Task prompt = Going line by line through the data below, report how many lines include the word "BEAUSÉJOUR", with nothing added.

Content starts

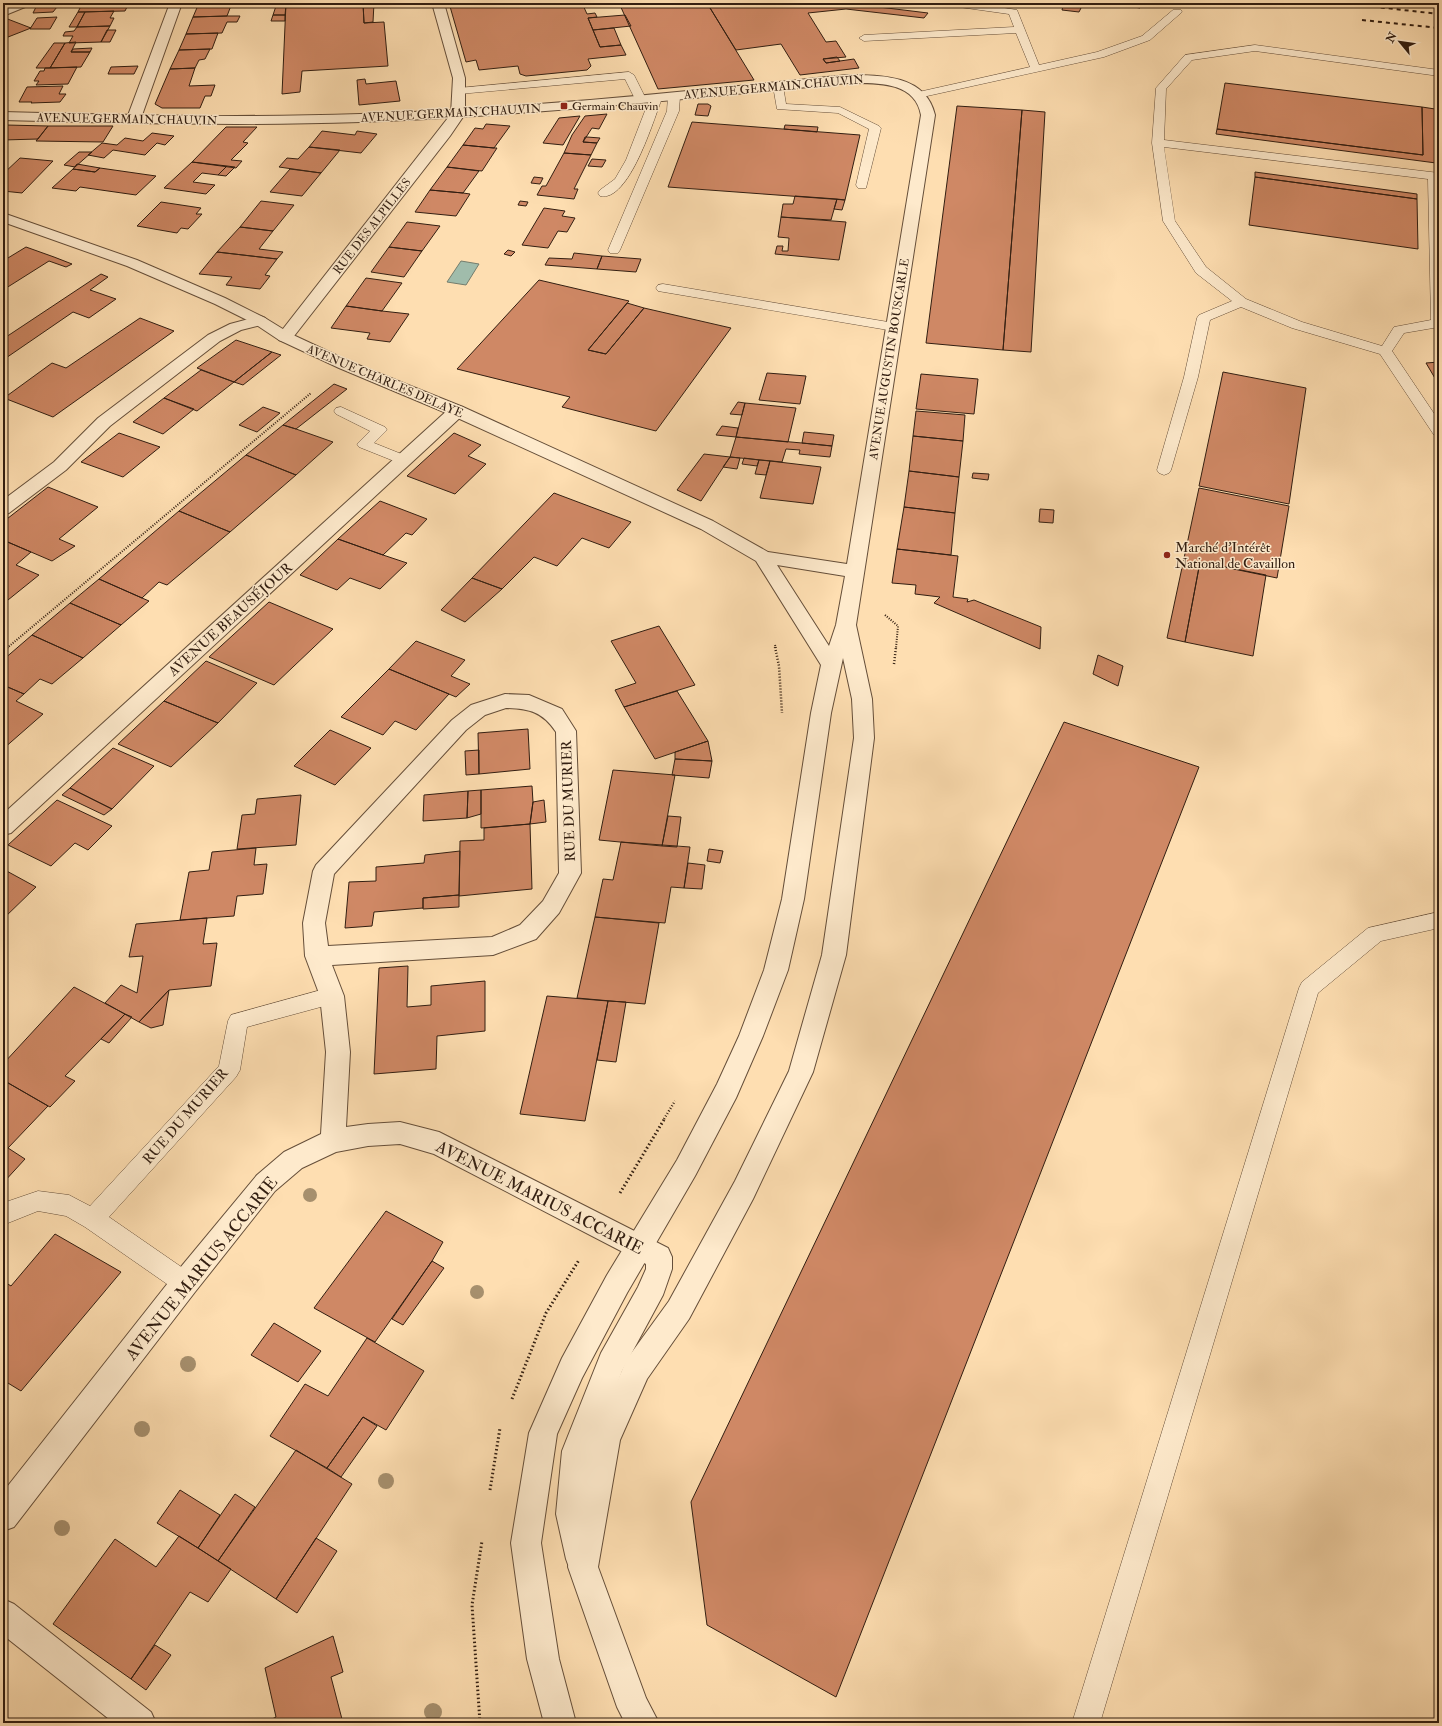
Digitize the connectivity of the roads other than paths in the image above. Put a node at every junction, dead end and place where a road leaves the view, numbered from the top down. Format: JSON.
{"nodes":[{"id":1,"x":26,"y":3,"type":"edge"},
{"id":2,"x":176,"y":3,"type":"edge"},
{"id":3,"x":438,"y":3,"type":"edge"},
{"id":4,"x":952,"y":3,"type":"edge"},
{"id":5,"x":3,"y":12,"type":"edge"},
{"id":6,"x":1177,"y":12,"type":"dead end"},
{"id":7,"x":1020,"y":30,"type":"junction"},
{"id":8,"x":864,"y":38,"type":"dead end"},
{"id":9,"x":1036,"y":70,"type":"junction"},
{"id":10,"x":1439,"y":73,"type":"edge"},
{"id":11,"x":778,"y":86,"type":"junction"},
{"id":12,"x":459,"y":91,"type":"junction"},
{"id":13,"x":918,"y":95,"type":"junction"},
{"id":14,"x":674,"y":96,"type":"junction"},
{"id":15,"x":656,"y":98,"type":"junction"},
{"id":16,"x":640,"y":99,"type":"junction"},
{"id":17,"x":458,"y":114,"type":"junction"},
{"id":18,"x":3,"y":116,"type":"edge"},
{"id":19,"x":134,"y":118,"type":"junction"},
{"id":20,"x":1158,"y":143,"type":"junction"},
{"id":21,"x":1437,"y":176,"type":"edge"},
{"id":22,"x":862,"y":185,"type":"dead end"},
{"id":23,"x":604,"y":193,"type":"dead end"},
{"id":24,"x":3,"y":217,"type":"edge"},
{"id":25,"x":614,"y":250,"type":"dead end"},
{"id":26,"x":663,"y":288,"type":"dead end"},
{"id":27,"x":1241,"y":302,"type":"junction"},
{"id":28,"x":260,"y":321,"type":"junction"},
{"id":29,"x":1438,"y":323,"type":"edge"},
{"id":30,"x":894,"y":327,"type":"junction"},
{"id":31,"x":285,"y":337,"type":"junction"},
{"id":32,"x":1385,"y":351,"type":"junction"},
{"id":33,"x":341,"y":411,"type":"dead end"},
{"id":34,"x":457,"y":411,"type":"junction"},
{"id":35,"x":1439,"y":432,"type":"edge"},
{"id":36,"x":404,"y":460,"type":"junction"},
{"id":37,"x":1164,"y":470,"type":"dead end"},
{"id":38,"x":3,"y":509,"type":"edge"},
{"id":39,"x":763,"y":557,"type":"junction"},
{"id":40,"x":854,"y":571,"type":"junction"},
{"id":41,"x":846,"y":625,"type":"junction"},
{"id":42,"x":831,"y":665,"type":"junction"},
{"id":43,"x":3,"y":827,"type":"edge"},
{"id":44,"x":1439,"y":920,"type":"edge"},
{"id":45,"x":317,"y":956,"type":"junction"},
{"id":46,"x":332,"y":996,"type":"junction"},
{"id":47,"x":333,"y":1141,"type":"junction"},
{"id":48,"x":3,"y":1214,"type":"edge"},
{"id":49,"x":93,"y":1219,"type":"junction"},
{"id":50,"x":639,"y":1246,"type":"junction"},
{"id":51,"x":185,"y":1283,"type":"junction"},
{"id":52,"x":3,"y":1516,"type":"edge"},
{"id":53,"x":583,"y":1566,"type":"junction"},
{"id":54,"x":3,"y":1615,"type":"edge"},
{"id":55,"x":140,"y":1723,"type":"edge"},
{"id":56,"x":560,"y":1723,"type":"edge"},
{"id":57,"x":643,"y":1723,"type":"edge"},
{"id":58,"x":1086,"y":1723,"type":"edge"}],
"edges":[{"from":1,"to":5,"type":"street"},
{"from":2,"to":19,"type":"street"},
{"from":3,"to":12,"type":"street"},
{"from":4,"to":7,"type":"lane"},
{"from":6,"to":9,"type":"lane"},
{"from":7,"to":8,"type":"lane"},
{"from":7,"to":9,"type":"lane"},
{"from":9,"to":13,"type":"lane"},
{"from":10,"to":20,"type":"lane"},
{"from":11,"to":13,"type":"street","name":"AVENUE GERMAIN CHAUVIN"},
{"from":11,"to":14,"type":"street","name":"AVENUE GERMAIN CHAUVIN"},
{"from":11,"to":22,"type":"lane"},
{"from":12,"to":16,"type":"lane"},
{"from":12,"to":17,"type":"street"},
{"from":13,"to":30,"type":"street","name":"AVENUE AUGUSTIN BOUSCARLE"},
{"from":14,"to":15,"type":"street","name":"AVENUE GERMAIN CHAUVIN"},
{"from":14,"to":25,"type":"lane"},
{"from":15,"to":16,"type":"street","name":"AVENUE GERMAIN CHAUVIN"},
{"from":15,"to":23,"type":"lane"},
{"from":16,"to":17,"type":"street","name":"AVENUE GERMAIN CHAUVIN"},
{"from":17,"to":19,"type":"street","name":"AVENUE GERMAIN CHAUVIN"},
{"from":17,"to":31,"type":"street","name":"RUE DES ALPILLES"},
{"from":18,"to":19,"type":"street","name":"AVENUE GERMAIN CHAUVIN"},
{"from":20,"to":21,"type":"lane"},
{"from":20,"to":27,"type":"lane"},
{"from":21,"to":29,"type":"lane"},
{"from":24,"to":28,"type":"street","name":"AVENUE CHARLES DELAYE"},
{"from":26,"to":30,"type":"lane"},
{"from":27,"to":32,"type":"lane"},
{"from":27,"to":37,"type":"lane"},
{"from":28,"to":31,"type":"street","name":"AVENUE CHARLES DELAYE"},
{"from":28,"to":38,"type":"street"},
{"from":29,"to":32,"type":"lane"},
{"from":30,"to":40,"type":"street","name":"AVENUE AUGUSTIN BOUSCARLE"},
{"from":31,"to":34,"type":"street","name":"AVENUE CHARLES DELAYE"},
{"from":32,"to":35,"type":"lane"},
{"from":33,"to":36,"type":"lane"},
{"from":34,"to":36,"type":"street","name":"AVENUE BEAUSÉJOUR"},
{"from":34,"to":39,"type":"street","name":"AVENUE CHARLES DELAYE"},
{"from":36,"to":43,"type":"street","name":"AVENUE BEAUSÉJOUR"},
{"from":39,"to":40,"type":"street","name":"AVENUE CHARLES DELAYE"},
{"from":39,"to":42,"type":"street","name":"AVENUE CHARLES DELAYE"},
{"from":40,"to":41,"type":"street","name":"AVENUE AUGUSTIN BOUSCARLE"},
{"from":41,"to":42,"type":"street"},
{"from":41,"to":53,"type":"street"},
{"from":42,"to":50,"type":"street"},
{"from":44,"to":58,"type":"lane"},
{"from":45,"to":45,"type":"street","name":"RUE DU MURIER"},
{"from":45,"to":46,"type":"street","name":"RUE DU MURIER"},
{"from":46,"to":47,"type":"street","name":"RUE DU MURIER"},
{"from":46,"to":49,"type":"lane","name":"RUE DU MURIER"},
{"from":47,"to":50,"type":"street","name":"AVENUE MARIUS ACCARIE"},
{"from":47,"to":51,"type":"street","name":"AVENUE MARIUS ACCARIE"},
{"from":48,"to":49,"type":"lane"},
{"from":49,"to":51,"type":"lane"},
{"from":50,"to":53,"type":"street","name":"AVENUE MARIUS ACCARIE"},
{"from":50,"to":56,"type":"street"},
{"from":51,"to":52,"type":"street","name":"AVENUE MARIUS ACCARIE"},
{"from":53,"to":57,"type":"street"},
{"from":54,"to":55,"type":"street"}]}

Content ends

Solution to this exercise = 2